Choline acetyltransferase (ChAT) is required for the biosynthesis of acetylcholine, the molecular mediator that inhibits cytokine production in the cholinergic anti-inflammatory pathway of the vagus nerve inflammatory reflex. Abundant work has established the biology of cytoplasmic ChAT in neurons, but much less is known about the potential presence and function of ChAT in the extracellular milieu.
We evaluated the hypothesis that extracellular ChAT activity responds to inflammation and serves to inhibit cytokine release and attenuate inflammation.
After developing novel methods for quantification of ChAT activity in plasma, we determined whether ChAT activity changes in response to inflammatory challenges.

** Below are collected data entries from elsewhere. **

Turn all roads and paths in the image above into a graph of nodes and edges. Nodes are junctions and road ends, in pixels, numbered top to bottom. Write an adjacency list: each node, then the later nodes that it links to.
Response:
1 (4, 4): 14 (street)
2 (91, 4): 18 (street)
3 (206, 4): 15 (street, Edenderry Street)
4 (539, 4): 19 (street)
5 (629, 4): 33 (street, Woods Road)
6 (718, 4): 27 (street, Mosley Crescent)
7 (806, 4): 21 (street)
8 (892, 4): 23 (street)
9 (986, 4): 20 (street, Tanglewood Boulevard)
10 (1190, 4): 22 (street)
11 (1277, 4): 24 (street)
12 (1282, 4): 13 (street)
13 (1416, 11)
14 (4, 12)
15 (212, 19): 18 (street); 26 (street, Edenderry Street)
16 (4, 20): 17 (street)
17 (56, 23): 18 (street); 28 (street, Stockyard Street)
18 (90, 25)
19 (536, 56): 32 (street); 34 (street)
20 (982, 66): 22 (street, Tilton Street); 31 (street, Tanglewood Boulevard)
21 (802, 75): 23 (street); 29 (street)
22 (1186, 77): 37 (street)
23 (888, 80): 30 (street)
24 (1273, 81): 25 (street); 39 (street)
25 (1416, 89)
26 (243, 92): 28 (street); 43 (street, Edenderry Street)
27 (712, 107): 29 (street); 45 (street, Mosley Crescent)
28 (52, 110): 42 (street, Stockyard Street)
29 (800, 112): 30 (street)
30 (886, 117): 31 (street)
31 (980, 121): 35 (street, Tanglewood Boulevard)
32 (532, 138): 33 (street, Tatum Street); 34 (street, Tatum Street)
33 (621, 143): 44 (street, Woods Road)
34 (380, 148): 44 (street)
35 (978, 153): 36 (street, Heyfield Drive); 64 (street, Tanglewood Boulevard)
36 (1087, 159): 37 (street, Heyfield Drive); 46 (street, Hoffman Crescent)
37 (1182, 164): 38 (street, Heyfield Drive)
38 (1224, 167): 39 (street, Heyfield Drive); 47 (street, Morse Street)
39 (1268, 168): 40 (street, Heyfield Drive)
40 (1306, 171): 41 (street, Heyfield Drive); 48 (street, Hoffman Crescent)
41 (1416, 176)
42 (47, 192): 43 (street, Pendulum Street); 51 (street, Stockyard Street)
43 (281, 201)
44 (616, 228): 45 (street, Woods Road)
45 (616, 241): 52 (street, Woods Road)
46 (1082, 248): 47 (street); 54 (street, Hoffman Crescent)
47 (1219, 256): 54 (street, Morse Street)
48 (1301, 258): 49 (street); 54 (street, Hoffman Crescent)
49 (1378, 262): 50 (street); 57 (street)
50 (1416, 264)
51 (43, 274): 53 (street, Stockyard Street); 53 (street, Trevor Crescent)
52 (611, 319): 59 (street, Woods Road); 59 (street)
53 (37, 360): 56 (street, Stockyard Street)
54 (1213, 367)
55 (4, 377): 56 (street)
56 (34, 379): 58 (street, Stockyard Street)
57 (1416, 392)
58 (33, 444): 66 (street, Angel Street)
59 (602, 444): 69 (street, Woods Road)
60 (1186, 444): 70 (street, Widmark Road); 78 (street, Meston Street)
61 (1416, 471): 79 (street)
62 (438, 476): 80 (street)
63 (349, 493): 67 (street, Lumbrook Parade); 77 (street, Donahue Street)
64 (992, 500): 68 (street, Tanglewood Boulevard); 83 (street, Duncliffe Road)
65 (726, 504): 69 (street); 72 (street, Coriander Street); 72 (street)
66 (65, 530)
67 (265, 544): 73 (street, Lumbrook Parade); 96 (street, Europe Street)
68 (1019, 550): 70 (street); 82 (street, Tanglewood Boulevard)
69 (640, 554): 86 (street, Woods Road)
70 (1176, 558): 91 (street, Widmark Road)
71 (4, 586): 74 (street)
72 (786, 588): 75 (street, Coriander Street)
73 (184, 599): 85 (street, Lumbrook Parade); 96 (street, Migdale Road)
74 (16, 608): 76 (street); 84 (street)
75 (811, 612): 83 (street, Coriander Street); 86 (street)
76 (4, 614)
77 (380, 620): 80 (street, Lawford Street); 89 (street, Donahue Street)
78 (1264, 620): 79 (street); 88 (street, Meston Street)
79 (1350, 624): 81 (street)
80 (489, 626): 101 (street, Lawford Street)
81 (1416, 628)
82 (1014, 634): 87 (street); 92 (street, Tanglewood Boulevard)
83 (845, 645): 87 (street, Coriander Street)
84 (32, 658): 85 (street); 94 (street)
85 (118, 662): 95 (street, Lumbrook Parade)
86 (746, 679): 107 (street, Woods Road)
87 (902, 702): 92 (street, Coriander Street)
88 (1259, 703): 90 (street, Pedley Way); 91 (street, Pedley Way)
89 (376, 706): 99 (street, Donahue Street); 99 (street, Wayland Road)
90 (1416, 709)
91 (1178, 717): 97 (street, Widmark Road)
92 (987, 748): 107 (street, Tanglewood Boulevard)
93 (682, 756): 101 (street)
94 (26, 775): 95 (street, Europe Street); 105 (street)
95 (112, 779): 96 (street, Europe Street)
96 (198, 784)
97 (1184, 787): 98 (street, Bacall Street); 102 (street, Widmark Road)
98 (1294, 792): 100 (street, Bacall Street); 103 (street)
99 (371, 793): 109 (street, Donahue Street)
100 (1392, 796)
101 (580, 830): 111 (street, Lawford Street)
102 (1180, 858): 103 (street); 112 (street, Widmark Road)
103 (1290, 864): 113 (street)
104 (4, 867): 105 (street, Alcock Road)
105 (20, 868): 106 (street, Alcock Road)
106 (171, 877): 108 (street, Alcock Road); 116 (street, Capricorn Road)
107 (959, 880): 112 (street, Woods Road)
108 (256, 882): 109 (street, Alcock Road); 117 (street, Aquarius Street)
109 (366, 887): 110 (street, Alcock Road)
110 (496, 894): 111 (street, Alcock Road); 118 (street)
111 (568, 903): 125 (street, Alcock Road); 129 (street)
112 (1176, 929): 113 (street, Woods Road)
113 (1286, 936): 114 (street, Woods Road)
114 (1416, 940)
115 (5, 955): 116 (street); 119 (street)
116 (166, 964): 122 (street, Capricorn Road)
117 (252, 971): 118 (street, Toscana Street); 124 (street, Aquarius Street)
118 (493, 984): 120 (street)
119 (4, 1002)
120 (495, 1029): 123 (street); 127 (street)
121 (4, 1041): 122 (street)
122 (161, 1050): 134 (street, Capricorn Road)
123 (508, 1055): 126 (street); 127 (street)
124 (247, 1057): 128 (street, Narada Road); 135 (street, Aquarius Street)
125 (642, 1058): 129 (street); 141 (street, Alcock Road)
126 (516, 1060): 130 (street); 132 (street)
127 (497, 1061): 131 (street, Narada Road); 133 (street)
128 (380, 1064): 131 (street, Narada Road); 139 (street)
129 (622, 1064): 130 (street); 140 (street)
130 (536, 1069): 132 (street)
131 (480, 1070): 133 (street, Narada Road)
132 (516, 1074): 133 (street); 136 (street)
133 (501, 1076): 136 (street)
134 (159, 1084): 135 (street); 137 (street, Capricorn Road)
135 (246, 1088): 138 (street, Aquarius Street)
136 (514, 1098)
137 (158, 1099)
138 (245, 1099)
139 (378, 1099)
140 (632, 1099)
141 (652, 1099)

Active ChAT circulates within the plasma compartment of mice and responds to immunological perturbations. Following the administration of bacterial endotoxin, plasma ChAT activity increases for 12–48 h, a time period that coincides with declining tumor necrosis factor (TNF) levels. Further, a direct activation of the cholinergic anti-inflammatory pathway by vagus nerve stimulation significantly increases plasma ChAT activity, whereas the administration of bioactive recombinant ChAT (r-ChAT) inhibits endotoxin-stimulated TNF production and anti-ChAT antibodies exacerbate endotoxin-induced TNF levels, results of which suggest that ChAT activity regulates endogenous TNF production. Administration of r-ChAT significantly attenuates pro-inflammatory cytokine production and disease activity in the dextran sodium sulfate preclinical model of inflammatory bowel disease. Finally, plasma ChAT levels are also elevated in humans with sepsis, with the highest levels observed in a patient who succumbed to infection.
As a group, these results support further investigation of ChAT as a counter-regulator of inflammation and potential therapeutic agent.